WSJ had an article on bogus repairs on trains at port complex.
TERMINAL ISLAND, Calif.—Ten thousand railcars a month roll into this sprawling port complex in Los Angeles County. While here, most are inspected by a subsidiary ofCaterpillar Inc. CAT +0.44%
When problems are found, the company repairs the railcars and charges the owner. Inspection workers, to hear some tell it, face pressure to produce billable repair work.
Some workers have resorted to smashing brake parts with hammers, gouging wheels with chisels or using chains to yank handles loose, according to current and former employees.
In a practice called "green repairs," they added, workers at times have replaced parts that weren't broken and hid the old parts in their cars out of sight of auditors. One employee said he and others sometimes threw parts into the ocean.
It is bit ironic that the term “green repairs” is used to describe the practicer. What could be more non-green (environmental) than damaging a part to create a repair transaction.
Even so, they said, car men are under pressure to identify repair work to be done. The quickest way to do so, they said, was to smash something or to remove a bolt or other part and report it as missing.
They weren't instructed to do that, the workers said. But they added that some managers made clear the workers would be replaced if they didn't produce enough repair revenue.

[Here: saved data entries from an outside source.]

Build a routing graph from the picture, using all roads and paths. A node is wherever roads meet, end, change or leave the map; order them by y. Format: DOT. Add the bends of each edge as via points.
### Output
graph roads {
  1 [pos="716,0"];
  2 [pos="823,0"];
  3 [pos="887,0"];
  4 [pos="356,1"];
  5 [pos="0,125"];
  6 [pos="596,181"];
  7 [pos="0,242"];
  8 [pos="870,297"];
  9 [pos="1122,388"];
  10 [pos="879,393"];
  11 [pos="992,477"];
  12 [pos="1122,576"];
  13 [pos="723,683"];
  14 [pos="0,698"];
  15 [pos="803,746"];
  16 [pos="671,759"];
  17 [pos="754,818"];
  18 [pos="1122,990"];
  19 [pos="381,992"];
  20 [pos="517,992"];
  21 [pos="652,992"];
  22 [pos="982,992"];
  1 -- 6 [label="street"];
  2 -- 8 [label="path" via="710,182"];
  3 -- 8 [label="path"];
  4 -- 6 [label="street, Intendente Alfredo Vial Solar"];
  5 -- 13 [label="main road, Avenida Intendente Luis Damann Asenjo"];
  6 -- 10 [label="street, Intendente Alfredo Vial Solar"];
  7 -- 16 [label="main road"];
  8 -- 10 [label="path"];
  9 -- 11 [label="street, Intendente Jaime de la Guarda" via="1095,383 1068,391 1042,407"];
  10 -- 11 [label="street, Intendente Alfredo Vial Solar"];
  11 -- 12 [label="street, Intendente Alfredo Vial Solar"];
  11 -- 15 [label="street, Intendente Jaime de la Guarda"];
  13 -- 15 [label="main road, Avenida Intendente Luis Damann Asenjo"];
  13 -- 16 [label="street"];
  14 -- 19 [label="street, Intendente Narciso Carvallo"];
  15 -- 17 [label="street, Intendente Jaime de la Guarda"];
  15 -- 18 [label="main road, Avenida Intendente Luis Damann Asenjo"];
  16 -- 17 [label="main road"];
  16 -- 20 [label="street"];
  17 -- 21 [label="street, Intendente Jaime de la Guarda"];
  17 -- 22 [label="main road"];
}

"A lot of guys are in fear of losing their jobs because there's no work in California," said one worker, standing in front of his small ranch house a few miles from the Terminal Island ports.
Car men are expected to justify their hourly pay "and then some," this worker said. "If you find no defects, it's a bad night," he added, and that creates a temptation to "break something that's not broken."
This is a consequence of having performance based systems that are short sighted.